Boston Edison has an equity ownership of 9.5% in both Connecticut Yankee Atomic Power Company (CYAPC) and Yankee Atomic Electric Company (YAEC) (collectively, the Yankee Companies). Periodically, Boston Edison obtains estimates from the management of the Yankee Companies on the cost of decommissioning the Connecticut Yankee nuclear unit (CY) and the Yankee Atomic nuclear unit (YA). These nuclear units are completely shut down and are currently conducting decommissioning activities.
Based on estimates from the Yankee Companies’ management as of December 31, 2005, the total remaining approximate cost for decommissioning and/or security or protection of each nuclear unit is as follows: $515.7 million for CY and $149.3 million for YA. Of these amounts, Boston Edison is obligated to pay $49 million towards the decommissioning of CY and $14.2 million toward YA. These estimates are recorded in the accompanying Consolidated Balance Sheets as Power contract liabilities with a corresponding Regulatory asset and do not impact the current results of operations and cash flows. These estimates may be revised from time to time based on information available to the Yankee Companies regarding future costs. The Yankee Companies have received approval from FERC for recovery of these costs and Boston Edison expects any additional increases to these costs to be included in future rate applications with the FERC, with any resulting adjustments being charged to their respective sponsors, including Boston Edison. Boston Edison would recover its share of any allowed increases from customers through the transition charge.
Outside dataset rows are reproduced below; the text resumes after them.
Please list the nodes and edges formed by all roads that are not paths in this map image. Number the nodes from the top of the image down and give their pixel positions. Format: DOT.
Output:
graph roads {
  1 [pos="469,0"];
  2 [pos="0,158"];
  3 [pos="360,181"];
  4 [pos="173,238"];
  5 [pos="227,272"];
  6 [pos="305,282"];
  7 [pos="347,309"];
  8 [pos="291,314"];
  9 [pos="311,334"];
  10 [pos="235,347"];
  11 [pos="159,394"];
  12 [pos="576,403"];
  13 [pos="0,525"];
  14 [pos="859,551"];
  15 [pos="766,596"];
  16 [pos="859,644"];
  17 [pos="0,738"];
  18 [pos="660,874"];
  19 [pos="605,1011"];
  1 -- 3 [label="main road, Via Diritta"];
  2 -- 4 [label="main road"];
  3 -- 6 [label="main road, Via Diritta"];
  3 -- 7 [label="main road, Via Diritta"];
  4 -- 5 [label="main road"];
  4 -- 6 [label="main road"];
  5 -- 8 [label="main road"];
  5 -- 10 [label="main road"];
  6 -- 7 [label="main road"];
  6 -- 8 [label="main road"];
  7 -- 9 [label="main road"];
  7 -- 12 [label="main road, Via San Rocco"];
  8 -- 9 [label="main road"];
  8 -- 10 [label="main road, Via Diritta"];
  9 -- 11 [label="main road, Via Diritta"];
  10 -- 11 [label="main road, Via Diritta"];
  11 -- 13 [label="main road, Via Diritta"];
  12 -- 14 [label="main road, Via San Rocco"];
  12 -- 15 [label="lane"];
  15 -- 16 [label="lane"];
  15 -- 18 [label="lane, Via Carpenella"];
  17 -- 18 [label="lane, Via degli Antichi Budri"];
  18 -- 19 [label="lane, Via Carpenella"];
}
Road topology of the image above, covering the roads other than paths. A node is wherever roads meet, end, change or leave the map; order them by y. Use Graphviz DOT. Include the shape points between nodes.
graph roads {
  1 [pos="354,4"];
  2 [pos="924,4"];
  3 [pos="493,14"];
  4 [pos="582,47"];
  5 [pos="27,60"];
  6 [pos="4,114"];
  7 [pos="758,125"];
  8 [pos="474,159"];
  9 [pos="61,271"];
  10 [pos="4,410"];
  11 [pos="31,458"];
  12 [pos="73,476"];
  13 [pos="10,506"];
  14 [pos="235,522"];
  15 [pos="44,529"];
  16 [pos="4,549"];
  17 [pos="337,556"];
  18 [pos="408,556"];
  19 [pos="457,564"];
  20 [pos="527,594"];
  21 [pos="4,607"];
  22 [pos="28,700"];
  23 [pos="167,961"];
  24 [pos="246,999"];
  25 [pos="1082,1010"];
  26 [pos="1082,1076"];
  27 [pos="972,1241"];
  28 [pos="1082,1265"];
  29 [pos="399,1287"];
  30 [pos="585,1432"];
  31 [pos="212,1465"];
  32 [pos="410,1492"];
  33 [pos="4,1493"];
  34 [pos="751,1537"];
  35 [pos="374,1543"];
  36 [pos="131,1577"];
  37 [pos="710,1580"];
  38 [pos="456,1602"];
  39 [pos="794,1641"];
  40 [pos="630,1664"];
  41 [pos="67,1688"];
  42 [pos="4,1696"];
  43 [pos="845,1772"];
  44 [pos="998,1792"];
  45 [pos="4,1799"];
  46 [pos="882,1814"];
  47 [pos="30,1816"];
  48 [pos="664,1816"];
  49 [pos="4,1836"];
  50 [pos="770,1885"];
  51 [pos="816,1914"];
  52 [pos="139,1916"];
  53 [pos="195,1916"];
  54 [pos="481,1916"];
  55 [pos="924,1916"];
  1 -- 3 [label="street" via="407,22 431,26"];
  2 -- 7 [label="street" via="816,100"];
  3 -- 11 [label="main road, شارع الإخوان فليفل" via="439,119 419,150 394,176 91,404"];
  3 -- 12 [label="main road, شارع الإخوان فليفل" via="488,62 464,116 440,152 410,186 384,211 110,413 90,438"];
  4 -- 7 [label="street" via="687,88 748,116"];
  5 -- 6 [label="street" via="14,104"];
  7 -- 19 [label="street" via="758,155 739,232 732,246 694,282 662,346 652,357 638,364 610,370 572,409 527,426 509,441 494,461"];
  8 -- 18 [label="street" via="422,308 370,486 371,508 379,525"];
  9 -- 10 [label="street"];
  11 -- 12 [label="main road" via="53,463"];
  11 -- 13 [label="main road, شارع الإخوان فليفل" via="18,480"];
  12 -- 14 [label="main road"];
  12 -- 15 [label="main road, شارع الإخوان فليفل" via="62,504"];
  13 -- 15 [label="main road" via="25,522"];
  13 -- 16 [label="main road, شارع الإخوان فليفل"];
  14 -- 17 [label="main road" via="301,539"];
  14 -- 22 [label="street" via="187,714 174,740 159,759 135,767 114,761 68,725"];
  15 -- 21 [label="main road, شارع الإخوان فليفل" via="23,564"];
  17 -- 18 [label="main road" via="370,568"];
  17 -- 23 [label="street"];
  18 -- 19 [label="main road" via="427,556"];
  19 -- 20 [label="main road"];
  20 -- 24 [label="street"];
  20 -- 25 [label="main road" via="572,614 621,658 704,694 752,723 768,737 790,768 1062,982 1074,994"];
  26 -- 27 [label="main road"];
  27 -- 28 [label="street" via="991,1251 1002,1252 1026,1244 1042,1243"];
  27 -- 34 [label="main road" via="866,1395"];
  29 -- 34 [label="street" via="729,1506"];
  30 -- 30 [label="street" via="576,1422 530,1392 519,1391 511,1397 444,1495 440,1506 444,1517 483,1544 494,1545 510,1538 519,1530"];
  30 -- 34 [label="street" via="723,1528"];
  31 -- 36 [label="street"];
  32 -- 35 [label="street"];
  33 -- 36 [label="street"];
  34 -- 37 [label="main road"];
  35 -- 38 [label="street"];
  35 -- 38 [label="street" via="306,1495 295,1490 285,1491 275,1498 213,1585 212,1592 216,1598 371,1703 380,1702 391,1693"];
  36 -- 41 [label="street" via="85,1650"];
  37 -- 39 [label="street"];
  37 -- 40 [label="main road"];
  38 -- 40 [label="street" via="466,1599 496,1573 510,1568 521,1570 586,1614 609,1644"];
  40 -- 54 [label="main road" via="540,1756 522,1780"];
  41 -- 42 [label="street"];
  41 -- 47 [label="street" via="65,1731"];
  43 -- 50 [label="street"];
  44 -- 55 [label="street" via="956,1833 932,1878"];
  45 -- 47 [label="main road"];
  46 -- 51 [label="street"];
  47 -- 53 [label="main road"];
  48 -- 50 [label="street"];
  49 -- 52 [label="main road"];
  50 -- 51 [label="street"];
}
The various decommissioning trusts for which Boston Edison is responsible through its equity ownership are established pursuant to Federal regulations. The investment of decommissioning funds that have been established, are managed in accordance with these federal guidelines, state jurisdictions and with the applicable Internal Revenue Service requirements. Some of the requirements state that these investments be managed independently by a prudent fund manager and that funds are to be invested in conservative, minimum risk investment securities. Any gains or losses are anticipated to be refunded to or collected from customers, respectively.
CY's estimated decommissioning costs increased significantly in 2003 which reflected the fact that CY is now self-performing all work to complete the decommissioning of the plant due to the termination of the decommissioning contract with Bechtel Power Corporation (Bechtel). In July 2004, CY filed with FERC for recovery of these increased costs. In August 2004, FERC issued an order accepting the new rates, beginning in February 2005, subject to the outcome of a hearing and refund to allow for this recovery.
CY is currently in litigation with Bechtel over the termination of its decommissioning contract. Additionally, Bechtel filed a complaint against CY asserting several claims including wrongful termination. Bechtel sought to garnish the decommissioning trust and related payments. In October 2004, Bechtel and CY entered into a stipulation under which Bechtel relinquished its right to seek garnishment of the decommissioning trust and related payments in return for the potential attachment of CY's real property in Connecticut with a book value of $7.9 million and the escrowing of portions of the sponsors' periodic payments, up to a total of $41.7 million, all of which the sponsors, which include Boston Edison, are scheduled to pay to CY through June 30, 2007. On January 27, 2006, the Connecticut Superior Court issued a finding that the real property and the periodic payments were subject to attachment and garnishment, respectively, which is likely to result in the implementation of the stipulated escrowing arrangement. CY may appeal the Superior Court finding. Discovery in the termination litigation is drawing to a close and a trial has been scheduled for May 2006.
On November 22, 2005, FERC's Administrative Law Judge (ALJ) issued an Initial Decision (ID) that found in favor of CY on all imprudence claims, finding that no disallowance was warranted. The only adjustment the ID would make in CY's proposed decommissioning charges is with respect to the escalation rate used to factor the effects of inflation into the estimate. Because the ALJ found that CY had dispelled all claims of imprudence, the ALJ did not address any party's proposed disallowance whether on the grounds of imprudence or under the 2003 Settlement's budget incentive mechanism.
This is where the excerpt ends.